Couverture du risque de guerre en Ukraine : ce qui est couvert, ce qui ne l'est pas

« Couverture du risque de guerre » est une expression où le diable est dans les détails. Le produit de notre partenaire inclut cette couverture comme **activation optionnelle** (insurance event 4.1.1 dans le GTCP du programme « Brave »), et non comme promesse abstraite. Cet article explique concrètement : quels incidents sont couverts quand l'option est active, quelles zones sont territorialement exclues (sans euphémismes), à quoi ressemble le claim flow lors d'un incident lié à la guerre, et où se trouve une **lacune honnête** — situations dans lesquelles même notre produit ne vous couvrira pas et que vous devez connaître avant l'achat.

Édité à Kyiv·Mis à jour 2026-05-25·9 min de lecture·Révisé sous 60 jours

Réponse rapide

Lorsque l'option event 4.1.1 est activée dans le GTCP « Brave », les blessures résultant d'actions ou de mesures militaires sur le territoire ukrainien sont couvertes, avec une exclusion territoriale en 4 catégories (zones de combat + territoires temporairement occupés + tampon de 50 km + zones avec régime spécial de permis) et une option séparée event 4.1.2 pour la couverture des radiations ionisantes.

C'est une couverture structurelle, pas une promesse marketing.

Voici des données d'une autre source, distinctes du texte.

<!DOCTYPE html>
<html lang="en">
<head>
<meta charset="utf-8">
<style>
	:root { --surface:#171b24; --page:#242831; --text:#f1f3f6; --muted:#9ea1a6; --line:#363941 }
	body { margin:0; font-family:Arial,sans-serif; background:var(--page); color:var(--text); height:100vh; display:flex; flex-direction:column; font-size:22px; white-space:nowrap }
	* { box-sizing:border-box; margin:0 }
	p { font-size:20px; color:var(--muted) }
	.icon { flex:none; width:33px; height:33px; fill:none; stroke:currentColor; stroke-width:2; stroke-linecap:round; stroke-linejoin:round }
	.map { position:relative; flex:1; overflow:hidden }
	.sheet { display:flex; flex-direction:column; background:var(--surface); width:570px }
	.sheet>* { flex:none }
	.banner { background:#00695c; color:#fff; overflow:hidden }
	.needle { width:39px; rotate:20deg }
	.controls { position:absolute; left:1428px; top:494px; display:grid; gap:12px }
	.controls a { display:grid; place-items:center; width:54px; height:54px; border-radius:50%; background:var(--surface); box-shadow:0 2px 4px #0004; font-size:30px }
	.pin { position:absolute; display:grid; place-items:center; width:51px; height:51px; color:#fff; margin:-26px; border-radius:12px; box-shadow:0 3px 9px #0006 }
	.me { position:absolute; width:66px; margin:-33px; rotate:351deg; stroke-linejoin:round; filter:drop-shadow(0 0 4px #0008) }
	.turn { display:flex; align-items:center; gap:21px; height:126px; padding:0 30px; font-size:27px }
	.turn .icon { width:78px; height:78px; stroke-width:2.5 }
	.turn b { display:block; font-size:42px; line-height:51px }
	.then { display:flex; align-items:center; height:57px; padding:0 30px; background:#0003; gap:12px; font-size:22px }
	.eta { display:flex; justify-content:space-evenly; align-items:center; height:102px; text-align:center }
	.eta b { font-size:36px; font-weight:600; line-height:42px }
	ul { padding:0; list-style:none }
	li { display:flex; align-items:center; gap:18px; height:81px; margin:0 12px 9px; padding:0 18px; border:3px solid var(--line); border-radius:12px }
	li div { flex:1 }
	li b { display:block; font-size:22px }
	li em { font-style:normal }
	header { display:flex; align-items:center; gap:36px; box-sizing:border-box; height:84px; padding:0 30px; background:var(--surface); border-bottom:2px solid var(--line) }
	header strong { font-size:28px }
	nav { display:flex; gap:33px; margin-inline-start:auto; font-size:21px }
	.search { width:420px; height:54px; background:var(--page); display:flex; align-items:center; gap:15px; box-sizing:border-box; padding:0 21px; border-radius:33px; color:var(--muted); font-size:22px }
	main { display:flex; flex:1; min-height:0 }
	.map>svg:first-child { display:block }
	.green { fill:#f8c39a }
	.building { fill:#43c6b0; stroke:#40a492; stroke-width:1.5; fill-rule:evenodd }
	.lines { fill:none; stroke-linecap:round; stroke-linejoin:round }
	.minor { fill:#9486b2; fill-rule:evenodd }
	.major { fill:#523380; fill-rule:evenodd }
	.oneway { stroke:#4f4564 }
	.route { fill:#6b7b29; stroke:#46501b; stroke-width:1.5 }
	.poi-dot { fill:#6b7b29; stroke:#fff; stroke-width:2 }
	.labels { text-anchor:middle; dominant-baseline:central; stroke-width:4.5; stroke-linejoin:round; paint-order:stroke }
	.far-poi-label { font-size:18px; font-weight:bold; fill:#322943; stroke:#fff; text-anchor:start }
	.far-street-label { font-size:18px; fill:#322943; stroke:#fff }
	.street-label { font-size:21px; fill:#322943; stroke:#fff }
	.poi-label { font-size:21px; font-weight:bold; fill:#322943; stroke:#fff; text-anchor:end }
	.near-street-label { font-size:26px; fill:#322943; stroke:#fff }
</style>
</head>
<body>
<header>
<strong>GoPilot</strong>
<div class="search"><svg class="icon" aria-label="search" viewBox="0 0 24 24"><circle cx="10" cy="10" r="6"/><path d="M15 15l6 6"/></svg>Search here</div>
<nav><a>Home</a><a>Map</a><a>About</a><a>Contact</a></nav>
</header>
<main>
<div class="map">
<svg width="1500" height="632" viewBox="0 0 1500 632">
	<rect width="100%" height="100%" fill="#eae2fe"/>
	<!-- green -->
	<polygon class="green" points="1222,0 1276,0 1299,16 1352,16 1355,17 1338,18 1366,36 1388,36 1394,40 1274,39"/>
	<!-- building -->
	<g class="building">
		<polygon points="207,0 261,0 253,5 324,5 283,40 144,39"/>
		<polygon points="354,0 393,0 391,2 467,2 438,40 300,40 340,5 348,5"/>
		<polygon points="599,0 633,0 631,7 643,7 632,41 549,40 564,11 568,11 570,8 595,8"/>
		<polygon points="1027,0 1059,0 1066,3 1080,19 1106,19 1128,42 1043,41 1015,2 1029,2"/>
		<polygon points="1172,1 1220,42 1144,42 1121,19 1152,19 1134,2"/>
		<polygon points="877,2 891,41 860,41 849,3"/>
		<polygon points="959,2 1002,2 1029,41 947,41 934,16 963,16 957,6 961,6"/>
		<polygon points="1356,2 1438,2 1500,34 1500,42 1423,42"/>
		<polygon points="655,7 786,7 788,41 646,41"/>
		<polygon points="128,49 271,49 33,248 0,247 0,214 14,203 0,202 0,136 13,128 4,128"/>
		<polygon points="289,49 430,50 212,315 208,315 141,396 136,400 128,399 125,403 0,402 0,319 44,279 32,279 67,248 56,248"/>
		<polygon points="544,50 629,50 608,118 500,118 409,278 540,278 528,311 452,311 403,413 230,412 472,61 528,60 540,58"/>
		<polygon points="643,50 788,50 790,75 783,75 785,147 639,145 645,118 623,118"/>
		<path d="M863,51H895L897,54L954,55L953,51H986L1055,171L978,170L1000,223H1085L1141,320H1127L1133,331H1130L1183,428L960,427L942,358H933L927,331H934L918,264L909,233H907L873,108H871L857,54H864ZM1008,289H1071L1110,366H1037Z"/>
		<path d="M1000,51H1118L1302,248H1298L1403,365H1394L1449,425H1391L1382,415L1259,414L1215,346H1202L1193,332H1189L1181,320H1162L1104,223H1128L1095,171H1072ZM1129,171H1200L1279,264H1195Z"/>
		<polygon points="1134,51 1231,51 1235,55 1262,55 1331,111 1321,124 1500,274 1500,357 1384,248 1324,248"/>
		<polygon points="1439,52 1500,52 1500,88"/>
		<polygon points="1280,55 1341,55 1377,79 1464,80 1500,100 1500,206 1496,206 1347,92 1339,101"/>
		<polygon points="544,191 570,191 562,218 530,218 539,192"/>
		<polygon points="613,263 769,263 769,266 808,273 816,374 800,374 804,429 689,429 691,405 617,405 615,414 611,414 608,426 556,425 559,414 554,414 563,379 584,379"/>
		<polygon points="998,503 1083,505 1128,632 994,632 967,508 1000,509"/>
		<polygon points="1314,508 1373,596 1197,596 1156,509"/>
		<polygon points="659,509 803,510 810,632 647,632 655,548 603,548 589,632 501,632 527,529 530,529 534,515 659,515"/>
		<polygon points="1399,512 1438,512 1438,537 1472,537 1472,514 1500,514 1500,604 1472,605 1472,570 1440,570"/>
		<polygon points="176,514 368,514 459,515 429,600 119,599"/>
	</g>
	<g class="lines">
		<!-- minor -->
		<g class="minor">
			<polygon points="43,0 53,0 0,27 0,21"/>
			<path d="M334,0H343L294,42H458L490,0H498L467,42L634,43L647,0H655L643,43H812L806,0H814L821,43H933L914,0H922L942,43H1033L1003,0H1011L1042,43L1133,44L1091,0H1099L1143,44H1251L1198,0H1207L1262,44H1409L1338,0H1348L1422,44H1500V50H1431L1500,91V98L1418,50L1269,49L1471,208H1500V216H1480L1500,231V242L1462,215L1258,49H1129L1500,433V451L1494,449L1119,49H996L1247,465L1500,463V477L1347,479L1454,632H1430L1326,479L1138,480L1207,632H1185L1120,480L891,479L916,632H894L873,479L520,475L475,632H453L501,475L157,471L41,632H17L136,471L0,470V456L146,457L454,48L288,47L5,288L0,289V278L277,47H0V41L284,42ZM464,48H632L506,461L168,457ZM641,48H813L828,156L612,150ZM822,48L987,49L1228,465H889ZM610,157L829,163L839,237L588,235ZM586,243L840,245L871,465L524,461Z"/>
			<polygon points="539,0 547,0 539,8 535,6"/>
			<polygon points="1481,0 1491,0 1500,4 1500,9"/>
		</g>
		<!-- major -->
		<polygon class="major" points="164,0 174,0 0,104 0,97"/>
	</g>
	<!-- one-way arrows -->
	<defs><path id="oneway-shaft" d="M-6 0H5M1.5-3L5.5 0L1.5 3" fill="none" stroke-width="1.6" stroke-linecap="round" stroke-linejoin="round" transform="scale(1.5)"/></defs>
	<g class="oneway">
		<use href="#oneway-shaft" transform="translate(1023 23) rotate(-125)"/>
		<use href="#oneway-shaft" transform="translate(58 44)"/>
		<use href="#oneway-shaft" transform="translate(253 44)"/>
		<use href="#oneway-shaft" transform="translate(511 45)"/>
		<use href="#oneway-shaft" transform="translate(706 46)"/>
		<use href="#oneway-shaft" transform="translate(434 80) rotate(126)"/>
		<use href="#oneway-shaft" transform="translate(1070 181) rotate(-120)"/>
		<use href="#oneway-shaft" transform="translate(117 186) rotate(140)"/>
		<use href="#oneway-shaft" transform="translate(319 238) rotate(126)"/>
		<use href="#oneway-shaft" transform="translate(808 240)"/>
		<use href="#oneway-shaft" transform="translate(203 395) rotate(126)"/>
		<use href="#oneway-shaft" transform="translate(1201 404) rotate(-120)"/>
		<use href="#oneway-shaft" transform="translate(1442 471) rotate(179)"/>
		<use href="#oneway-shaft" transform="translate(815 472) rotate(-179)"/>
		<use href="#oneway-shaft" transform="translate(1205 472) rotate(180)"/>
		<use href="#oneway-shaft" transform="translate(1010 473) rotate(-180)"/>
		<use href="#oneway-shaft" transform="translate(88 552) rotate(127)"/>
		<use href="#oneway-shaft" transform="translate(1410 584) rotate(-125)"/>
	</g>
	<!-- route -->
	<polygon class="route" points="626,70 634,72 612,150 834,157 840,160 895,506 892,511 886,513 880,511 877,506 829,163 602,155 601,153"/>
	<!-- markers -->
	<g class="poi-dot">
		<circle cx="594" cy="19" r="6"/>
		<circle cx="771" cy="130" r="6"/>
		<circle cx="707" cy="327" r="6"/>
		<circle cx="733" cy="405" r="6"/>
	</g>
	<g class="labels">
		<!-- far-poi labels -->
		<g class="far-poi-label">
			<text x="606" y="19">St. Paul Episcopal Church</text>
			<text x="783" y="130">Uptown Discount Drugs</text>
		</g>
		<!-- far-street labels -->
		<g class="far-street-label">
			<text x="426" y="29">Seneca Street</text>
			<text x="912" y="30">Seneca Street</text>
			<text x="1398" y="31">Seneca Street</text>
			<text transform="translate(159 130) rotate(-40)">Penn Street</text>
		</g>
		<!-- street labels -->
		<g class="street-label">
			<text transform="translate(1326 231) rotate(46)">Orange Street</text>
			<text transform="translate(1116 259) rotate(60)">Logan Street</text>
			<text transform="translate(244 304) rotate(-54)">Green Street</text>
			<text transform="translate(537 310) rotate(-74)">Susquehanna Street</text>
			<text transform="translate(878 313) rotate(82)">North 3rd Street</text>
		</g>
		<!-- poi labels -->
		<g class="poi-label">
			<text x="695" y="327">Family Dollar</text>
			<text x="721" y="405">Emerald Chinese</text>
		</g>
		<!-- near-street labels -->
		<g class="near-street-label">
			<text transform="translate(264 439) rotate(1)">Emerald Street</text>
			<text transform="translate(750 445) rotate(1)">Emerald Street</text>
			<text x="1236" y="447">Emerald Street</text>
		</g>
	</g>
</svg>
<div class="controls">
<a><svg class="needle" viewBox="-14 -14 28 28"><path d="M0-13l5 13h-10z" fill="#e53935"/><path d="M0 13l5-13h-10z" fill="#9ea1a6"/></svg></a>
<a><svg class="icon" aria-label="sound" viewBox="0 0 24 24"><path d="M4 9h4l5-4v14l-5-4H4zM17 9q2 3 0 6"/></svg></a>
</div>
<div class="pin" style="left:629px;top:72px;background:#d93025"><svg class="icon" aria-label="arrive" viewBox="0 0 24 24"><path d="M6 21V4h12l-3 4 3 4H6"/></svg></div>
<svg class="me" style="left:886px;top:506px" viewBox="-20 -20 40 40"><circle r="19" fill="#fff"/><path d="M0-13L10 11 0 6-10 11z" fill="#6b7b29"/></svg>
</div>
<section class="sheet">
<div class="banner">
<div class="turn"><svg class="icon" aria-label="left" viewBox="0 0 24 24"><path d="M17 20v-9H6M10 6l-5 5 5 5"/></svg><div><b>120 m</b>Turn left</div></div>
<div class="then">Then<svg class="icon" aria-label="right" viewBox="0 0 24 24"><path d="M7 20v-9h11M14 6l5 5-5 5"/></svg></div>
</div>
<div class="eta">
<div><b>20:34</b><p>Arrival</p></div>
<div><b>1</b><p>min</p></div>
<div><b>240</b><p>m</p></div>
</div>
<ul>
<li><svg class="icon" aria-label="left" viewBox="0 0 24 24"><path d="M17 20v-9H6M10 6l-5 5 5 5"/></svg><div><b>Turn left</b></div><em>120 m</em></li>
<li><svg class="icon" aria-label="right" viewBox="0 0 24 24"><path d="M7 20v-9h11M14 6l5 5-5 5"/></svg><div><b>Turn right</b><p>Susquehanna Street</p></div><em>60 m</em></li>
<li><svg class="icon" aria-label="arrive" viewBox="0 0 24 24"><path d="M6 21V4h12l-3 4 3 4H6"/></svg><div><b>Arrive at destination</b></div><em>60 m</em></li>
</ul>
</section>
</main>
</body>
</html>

Détails ci-dessous.

Event 4.1.1 : ce qui est exactement couvert

Le GTCP « Brave » (approuvé par résolution du conseil d'administration de PJSC « IC EUROINS UKRAINE » du 18.06.2024 № 3) définit event 4.1.1 comme :

« Blessure résultant d'actions ou de mesures militaires sous forme de destruction ou de dommage par mines, torpilles, missiles, bombes, mitrailleuses, grenades, autres armes, véhicules de combat, chars, drones, formations militaires et autres, militants individuels, soldats et autres instruments de guerre. »

En termes pratiques :

  • Instruments de dommage couverts : mines (y compris antipersonnel et antichar), torpilles, missiles (avec accent sur croisière et balistiques), bombes (aériennes, d'artillerie), mitrailleuses et armes légères, grenades (à main, lancées), autres armes (clause générique attrape-tout pour catégories non listées nommément).
  • Équipement couvert : véhicules de combat (BMP, transports blindés), chars, drones (à la fois ukrainiens et hostiles, pertinent dans les cas de chute de débris, de frappes erronées, de retombées de défense aérienne).
  • Acteurs couverts : formations militaires (armées régulières), autres formations (groupes irréguliers), militants individuels (combattants solitaires, groupes de sabotage-reconnaissance), soldats (y compris mobilisés, recrues).
  • Autres instruments de guerre — clause générique permettant de couvrir des incidents non décrits littéralement ci-dessus (par exemple, conséquences d'une cyberattaque sur une infrastructure critique avec blessure physique, incidents avec restes explosifs de guerre).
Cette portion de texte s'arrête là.